Work item: Would you print out all of the data exactly and keep the pictures out of it?

Material for this task:

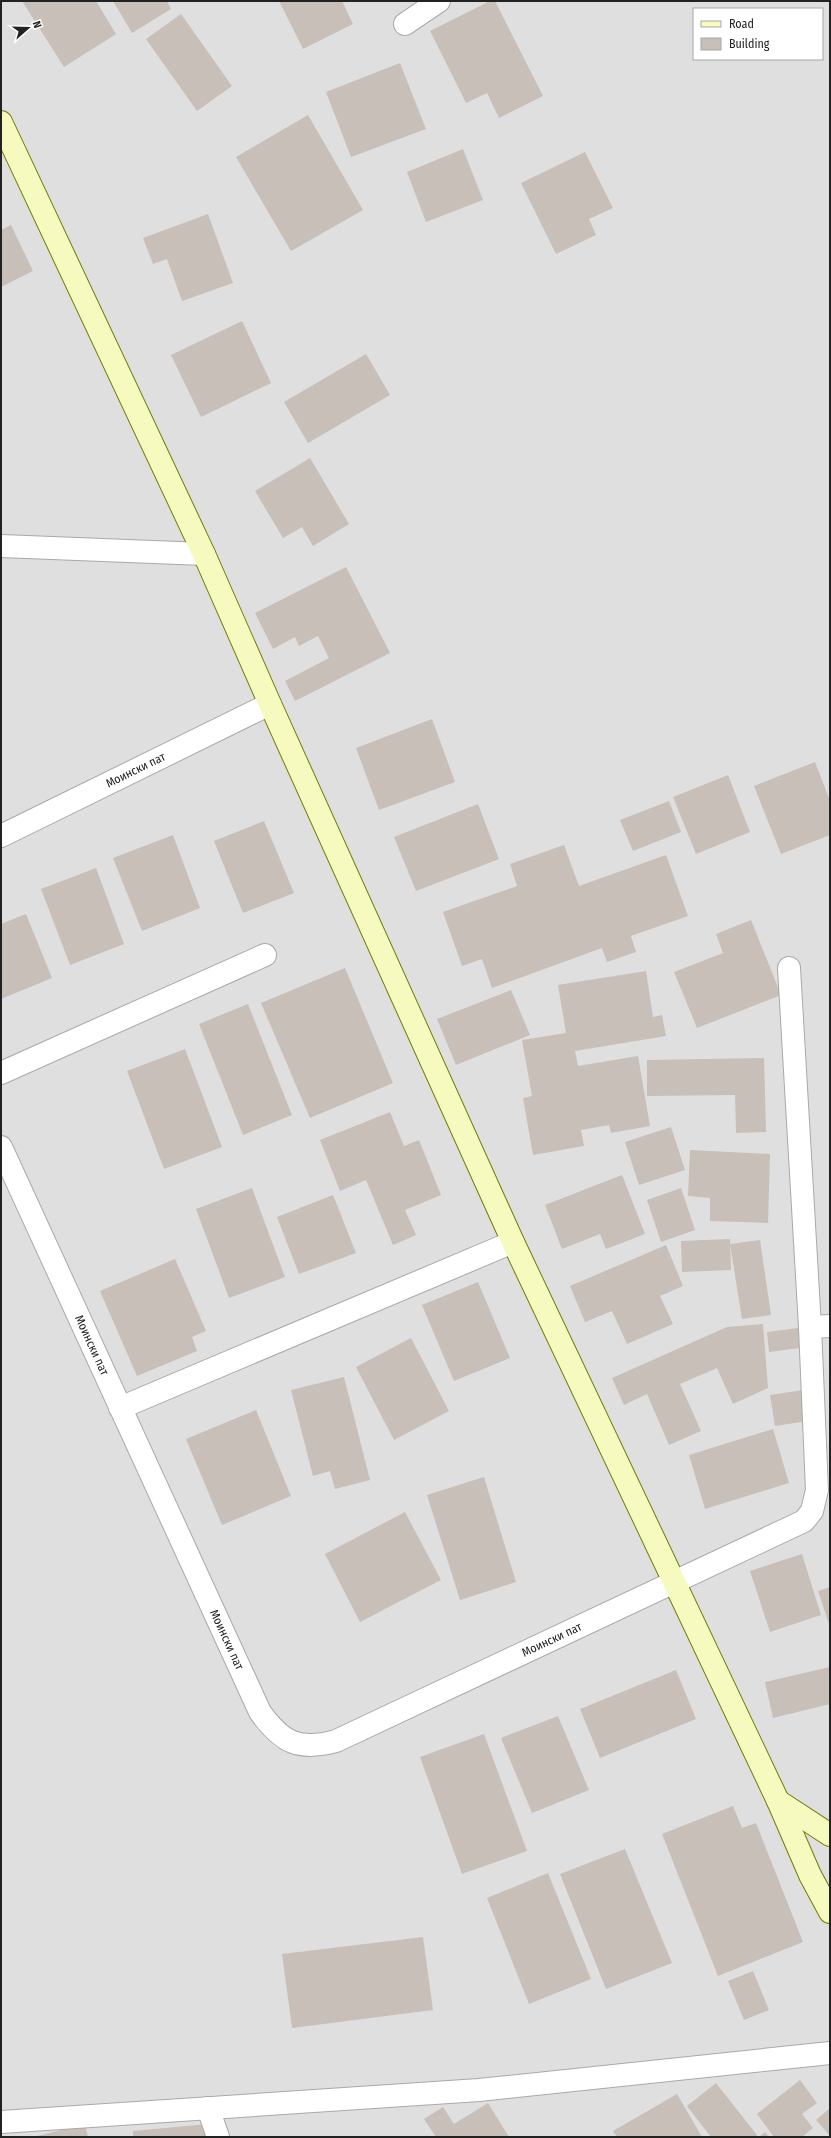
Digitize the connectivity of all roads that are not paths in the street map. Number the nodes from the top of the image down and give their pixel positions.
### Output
1 (439, 1) edge
2 (405, 24) dead end
3 (1, 122) edge
4 (1, 546) edge
5 (204, 554) junction
6 (270, 704) junction
7 (1, 836) edge
8 (265, 955) dead end
9 (789, 968) dead end
10 (1, 1073) edge
11 (1, 1146) edge
12 (514, 1242) junction
13 (820, 1326) edge
14 (120, 1408) junction
15 (673, 1582) junction
16 (778, 1801) junction
17 (830, 1835) edge
18 (830, 1912) edge
19 (830, 2052) edge
20 (208, 2108) junction
21 (1, 2122) edge
22 (218, 2137) edge

1 - 2 street
3 - 5 main road
4 - 5 street
5 - 6 main road
6 - 7 street, Моински пат
6 - 12 main road
8 - 10 street
9 - 13 street, Моински пат
11 - 14 street, Моински пат
12 - 14 street
12 - 15 main road
13 - 15 street, Моински пат
14 - 15 street, Моински пат
15 - 16 main road
16 - 17 main road
16 - 18 main road
19 - 20 street
20 - 21 street
20 - 22 street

Your solution:
Digitize the connectivity of all roads that are not paths in the street map. Number the nodes from the top of the image down and give their pixel positions.
### Output
1 (439, 1) edge
2 (405, 24) dead end
3 (1, 122) edge
4 (1, 546) edge
5 (204, 554) junction
6 (270, 704) junction
7 (1, 836) edge
8 (265, 955) dead end
9 (789, 968) dead end
10 (1, 1073) edge
11 (1, 1146) edge
12 (514, 1242) junction
13 (820, 1326) edge
14 (120, 1408) junction
15 (673, 1582) junction
16 (778, 1801) junction
17 (830, 1835) edge
18 (830, 1912) edge
19 (830, 2052) edge
20 (208, 2108) junction
21 (1, 2122) edge
22 (218, 2137) edge

1 - 2 street
3 - 5 main road
4 - 5 street
5 - 6 main road
6 - 7 street, Моински пат
6 - 12 main road
8 - 10 street
9 - 13 street, Моински пат
11 - 14 street, Моински пат
12 - 14 street
12 - 15 main road
13 - 15 street, Моински пат
14 - 15 street, Моински пат
15 - 16 main road
16 - 17 main road
16 - 18 main road
19 - 20 street
20 - 21 street
20 - 22 street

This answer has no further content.